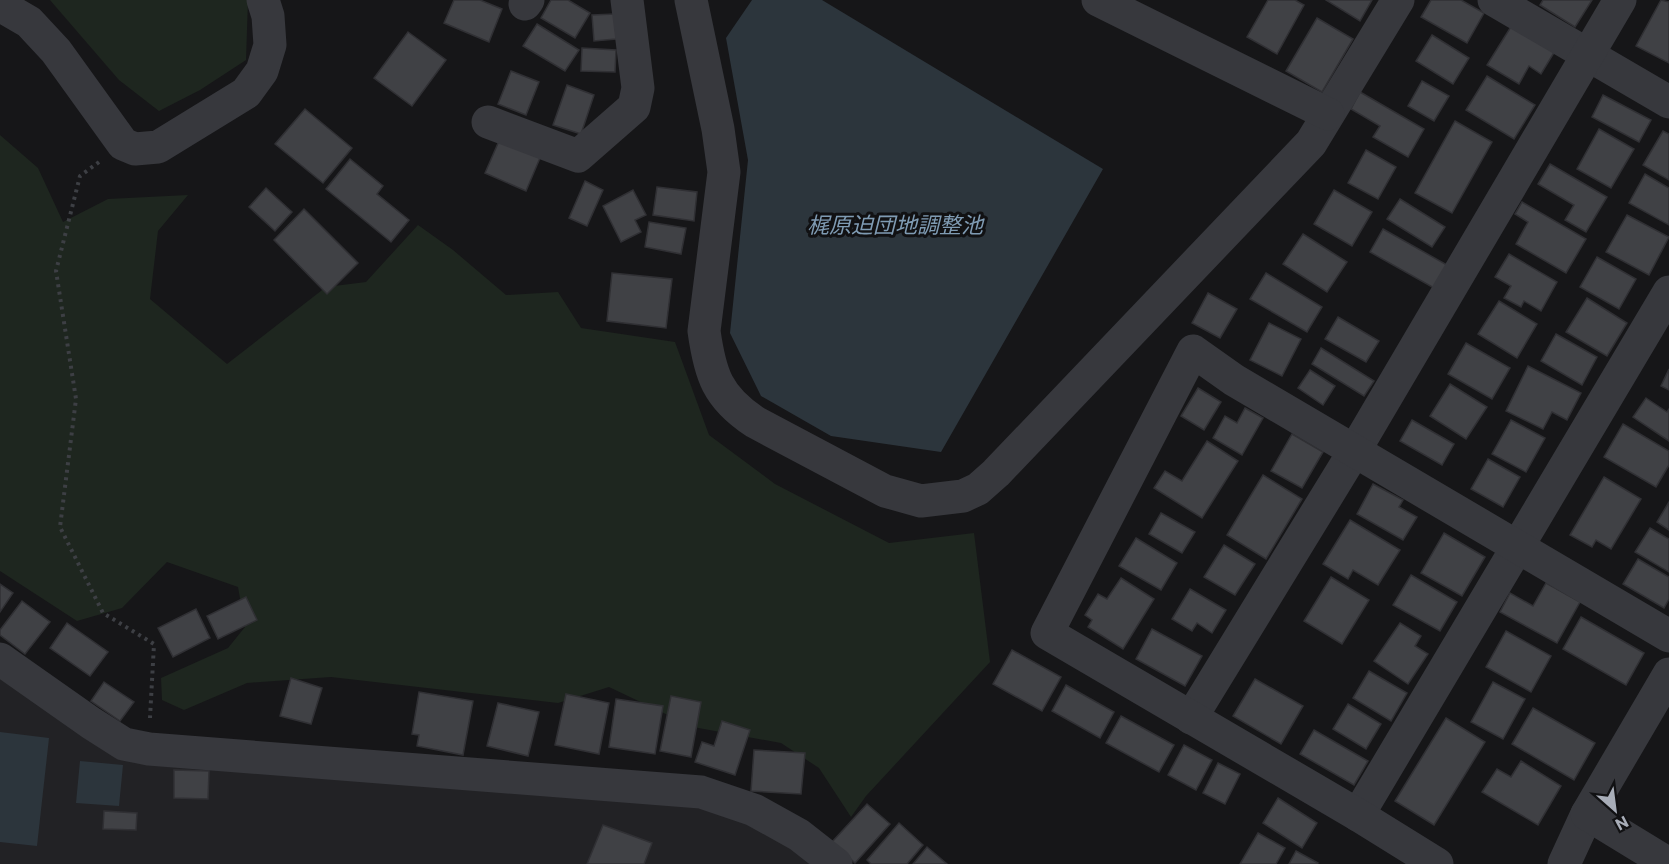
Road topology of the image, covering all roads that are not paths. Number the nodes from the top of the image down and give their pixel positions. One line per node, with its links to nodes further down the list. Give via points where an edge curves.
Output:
1 (263, 0): 8 (street, via 270,45 262,71 246,93 158,147 135,149 123,144 56,51 29,22)
2 (627, 0): 12 (street, via 638,88 634,107 578,156)
3 (691, 0): 11 (street, via 724,172 704,331 708,356 725,398 755,423 885,491 921,501 963,496 996,473 1311,143)
4 (1098, 0): 11 (street)
5 (1398, 0): 11 (street)
6 (1494, 0): 9 (street)
7 (1620, 0): 9 (street)
8 (0, 5)
9 (1587, 55): 10 (street); 14 (street)
10 (1669, 102)
11 (1328, 114)
12 (488, 122)
13 (1669, 292): 15 (street)
14 (1355, 450): 15 (street); 19 (street); 19 (street, via 1234,380 1193,351 1047,633)
15 (1517, 546): 16 (street); 21 (street)
16 (1669, 636)
17 (0, 659): 22 (street, via 124,744 701,792 754,810 798,835)
18 (1669, 674): 20 (street)
19 (1191, 718): 21 (street)
20 (1587, 814): 24 (street); 25 (street)
21 (1358, 815): 23 (street)
22 (836, 864)
23 (1437, 864)
24 (1564, 864)
25 (1669, 864)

§ **EXERCISE INSTRUCTIONS**
Each line above should be written out again unchanged; no images are to be carried over.

§ **RESULT FOR THIS TASK**
Road topology of the image, covering all roads that are not paths. Number the nodes from the top of the image down and give their pixel positions. One line per node, with its links to nodes further down the list. Give via points where an edge curves.
Output:
1 (263, 0): 8 (street, via 270,45 262,71 246,93 158,147 135,149 123,144 56,51 29,22)
2 (627, 0): 12 (street, via 638,88 634,107 578,156)
3 (691, 0): 11 (street, via 724,172 704,331 708,356 725,398 755,423 885,491 921,501 963,496 996,473 1311,143)
4 (1098, 0): 11 (street)
5 (1398, 0): 11 (street)
6 (1494, 0): 9 (street)
7 (1620, 0): 9 (street)
8 (0, 5)
9 (1587, 55): 10 (street); 14 (street)
10 (1669, 102)
11 (1328, 114)
12 (488, 122)
13 (1669, 292): 15 (street)
14 (1355, 450): 15 (street); 19 (street); 19 (street, via 1234,380 1193,351 1047,633)
15 (1517, 546): 16 (street); 21 (street)
16 (1669, 636)
17 (0, 659): 22 (street, via 124,744 701,792 754,810 798,835)
18 (1669, 674): 20 (street)
19 (1191, 718): 21 (street)
20 (1587, 814): 24 (street); 25 (street)
21 (1358, 815): 23 (street)
22 (836, 864)
23 (1437, 864)
24 (1564, 864)
25 (1669, 864)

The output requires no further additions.